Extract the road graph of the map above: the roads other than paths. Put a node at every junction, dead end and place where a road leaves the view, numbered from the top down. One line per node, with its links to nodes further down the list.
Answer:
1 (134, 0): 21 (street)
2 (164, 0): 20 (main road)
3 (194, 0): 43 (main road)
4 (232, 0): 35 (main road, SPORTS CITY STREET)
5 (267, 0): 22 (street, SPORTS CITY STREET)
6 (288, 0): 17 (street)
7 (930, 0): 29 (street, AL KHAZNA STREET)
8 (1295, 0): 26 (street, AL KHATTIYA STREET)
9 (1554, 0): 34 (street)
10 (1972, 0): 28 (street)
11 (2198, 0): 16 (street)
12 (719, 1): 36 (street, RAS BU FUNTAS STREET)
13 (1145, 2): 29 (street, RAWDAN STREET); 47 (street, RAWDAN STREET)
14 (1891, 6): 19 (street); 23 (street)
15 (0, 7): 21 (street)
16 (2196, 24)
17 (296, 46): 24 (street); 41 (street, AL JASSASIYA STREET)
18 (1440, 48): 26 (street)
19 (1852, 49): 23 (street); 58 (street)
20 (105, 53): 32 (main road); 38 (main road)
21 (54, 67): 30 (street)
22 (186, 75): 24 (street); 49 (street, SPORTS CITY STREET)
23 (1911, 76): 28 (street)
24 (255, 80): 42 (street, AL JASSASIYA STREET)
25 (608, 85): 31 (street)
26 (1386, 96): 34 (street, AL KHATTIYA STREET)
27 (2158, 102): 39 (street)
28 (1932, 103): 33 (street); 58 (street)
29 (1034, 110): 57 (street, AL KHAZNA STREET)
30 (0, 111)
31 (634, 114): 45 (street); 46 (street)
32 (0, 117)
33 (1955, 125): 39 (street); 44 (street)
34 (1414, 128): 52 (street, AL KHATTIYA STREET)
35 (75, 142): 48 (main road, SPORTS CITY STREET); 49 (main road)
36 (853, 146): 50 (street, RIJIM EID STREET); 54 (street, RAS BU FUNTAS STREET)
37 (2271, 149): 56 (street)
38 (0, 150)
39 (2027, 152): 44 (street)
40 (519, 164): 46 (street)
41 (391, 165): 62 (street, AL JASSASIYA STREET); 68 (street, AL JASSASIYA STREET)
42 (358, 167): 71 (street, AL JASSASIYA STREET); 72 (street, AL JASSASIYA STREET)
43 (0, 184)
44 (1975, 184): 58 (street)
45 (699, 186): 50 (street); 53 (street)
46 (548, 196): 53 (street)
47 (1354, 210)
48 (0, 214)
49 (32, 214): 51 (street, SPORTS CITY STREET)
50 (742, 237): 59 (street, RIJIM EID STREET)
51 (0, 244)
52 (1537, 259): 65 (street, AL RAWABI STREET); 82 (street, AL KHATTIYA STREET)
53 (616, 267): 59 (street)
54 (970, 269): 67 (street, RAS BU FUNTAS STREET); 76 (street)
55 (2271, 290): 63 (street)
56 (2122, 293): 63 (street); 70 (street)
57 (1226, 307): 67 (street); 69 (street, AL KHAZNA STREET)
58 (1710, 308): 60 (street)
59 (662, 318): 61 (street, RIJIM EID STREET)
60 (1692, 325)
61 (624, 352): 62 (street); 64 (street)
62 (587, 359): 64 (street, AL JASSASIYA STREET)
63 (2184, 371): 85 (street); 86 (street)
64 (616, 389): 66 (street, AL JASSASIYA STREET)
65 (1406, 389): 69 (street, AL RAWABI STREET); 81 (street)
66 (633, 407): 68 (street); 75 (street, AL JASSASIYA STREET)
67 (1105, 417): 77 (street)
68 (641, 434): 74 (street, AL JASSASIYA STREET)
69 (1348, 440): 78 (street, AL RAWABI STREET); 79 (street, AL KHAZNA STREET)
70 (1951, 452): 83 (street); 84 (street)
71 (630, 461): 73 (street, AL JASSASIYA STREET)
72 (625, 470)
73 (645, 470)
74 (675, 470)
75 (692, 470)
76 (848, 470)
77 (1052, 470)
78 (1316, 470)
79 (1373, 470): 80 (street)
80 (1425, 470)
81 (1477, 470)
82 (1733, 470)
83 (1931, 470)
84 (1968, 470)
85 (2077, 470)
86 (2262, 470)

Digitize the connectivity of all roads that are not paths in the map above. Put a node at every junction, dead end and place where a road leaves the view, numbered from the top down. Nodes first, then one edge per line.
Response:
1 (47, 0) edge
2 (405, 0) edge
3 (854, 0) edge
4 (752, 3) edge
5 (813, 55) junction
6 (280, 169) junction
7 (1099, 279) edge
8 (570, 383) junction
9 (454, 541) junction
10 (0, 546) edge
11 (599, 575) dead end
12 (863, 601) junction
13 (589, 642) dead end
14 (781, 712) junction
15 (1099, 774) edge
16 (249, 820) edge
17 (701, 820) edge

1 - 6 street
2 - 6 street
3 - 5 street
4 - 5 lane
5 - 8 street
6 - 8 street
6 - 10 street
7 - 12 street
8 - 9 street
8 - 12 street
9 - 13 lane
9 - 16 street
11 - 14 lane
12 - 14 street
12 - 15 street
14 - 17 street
====================
**DIRECTIONS FOR THIS TASK:**
Transcribe every line of the records, keeping each one exact.

**RESPONSE TO THE EXERCISE:**
Extract the road graph of the map above: the roads other than paths. Put a node at every junction, dead end and place where a road leaves the view, numbered from the top down. One line per node, with its links to nodes further down the list.
Answer:
1 (134, 0): 21 (street)
2 (164, 0): 20 (main road)
3 (194, 0): 43 (main road)
4 (232, 0): 35 (main road, SPORTS CITY STREET)
5 (267, 0): 22 (street, SPORTS CITY STREET)
6 (288, 0): 17 (street)
7 (930, 0): 29 (street, AL KHAZNA STREET)
8 (1295, 0): 26 (street, AL KHATTIYA STREET)
9 (1554, 0): 34 (street)
10 (1972, 0): 28 (street)
11 (2198, 0): 16 (street)
12 (719, 1): 36 (street, RAS BU FUNTAS STREET)
13 (1145, 2): 29 (street, RAWDAN STREET); 47 (street, RAWDAN STREET)
14 (1891, 6): 19 (street); 23 (street)
15 (0, 7): 21 (street)
16 (2196, 24)
17 (296, 46): 24 (street); 41 (street, AL JASSASIYA STREET)
18 (1440, 48): 26 (street)
19 (1852, 49): 23 (street); 58 (street)
20 (105, 53): 32 (main road); 38 (main road)
21 (54, 67): 30 (street)
22 (186, 75): 24 (street); 49 (street, SPORTS CITY STREET)
23 (1911, 76): 28 (street)
24 (255, 80): 42 (street, AL JASSASIYA STREET)
25 (608, 85): 31 (street)
26 (1386, 96): 34 (street, AL KHATTIYA STREET)
27 (2158, 102): 39 (street)
28 (1932, 103): 33 (street); 58 (street)
29 (1034, 110): 57 (street, AL KHAZNA STREET)
30 (0, 111)
31 (634, 114): 45 (street); 46 (street)
32 (0, 117)
33 (1955, 125): 39 (street); 44 (street)
34 (1414, 128): 52 (street, AL KHATTIYA STREET)
35 (75, 142): 48 (main road, SPORTS CITY STREET); 49 (main road)
36 (853, 146): 50 (street, RIJIM EID STREET); 54 (street, RAS BU FUNTAS STREET)
37 (2271, 149): 56 (street)
38 (0, 150)
39 (2027, 152): 44 (street)
40 (519, 164): 46 (street)
41 (391, 165): 62 (street, AL JASSASIYA STREET); 68 (street, AL JASSASIYA STREET)
42 (358, 167): 71 (street, AL JASSASIYA STREET); 72 (street, AL JASSASIYA STREET)
43 (0, 184)
44 (1975, 184): 58 (street)
45 (699, 186): 50 (street); 53 (street)
46 (548, 196): 53 (street)
47 (1354, 210)
48 (0, 214)
49 (32, 214): 51 (street, SPORTS CITY STREET)
50 (742, 237): 59 (street, RIJIM EID STREET)
51 (0, 244)
52 (1537, 259): 65 (street, AL RAWABI STREET); 82 (street, AL KHATTIYA STREET)
53 (616, 267): 59 (street)
54 (970, 269): 67 (street, RAS BU FUNTAS STREET); 76 (street)
55 (2271, 290): 63 (street)
56 (2122, 293): 63 (street); 70 (street)
57 (1226, 307): 67 (street); 69 (street, AL KHAZNA STREET)
58 (1710, 308): 60 (street)
59 (662, 318): 61 (street, RIJIM EID STREET)
60 (1692, 325)
61 (624, 352): 62 (street); 64 (street)
62 (587, 359): 64 (street, AL JASSASIYA STREET)
63 (2184, 371): 85 (street); 86 (street)
64 (616, 389): 66 (street, AL JASSASIYA STREET)
65 (1406, 389): 69 (street, AL RAWABI STREET); 81 (street)
66 (633, 407): 68 (street); 75 (street, AL JASSASIYA STREET)
67 (1105, 417): 77 (street)
68 (641, 434): 74 (street, AL JASSASIYA STREET)
69 (1348, 440): 78 (street, AL RAWABI STREET); 79 (street, AL KHAZNA STREET)
70 (1951, 452): 83 (street); 84 (street)
71 (630, 461): 73 (street, AL JASSASIYA STREET)
72 (625, 470)
73 (645, 470)
74 (675, 470)
75 (692, 470)
76 (848, 470)
77 (1052, 470)
78 (1316, 470)
79 (1373, 470): 80 (street)
80 (1425, 470)
81 (1477, 470)
82 (1733, 470)
83 (1931, 470)
84 (1968, 470)
85 (2077, 470)
86 (2262, 470)

Digitize the connectivity of all roads that are not paths in the map above. Put a node at every junction, dead end and place where a road leaves the view, numbered from the top down. Nodes first, then one edge per line.
Response:
1 (47, 0) edge
2 (405, 0) edge
3 (854, 0) edge
4 (752, 3) edge
5 (813, 55) junction
6 (280, 169) junction
7 (1099, 279) edge
8 (570, 383) junction
9 (454, 541) junction
10 (0, 546) edge
11 (599, 575) dead end
12 (863, 601) junction
13 (589, 642) dead end
14 (781, 712) junction
15 (1099, 774) edge
16 (249, 820) edge
17 (701, 820) edge

1 - 6 street
2 - 6 street
3 - 5 street
4 - 5 lane
5 - 8 street
6 - 8 street
6 - 10 street
7 - 12 street
8 - 9 street
8 - 12 street
9 - 13 lane
9 - 16 street
11 - 14 lane
12 - 14 street
12 - 15 street
14 - 17 street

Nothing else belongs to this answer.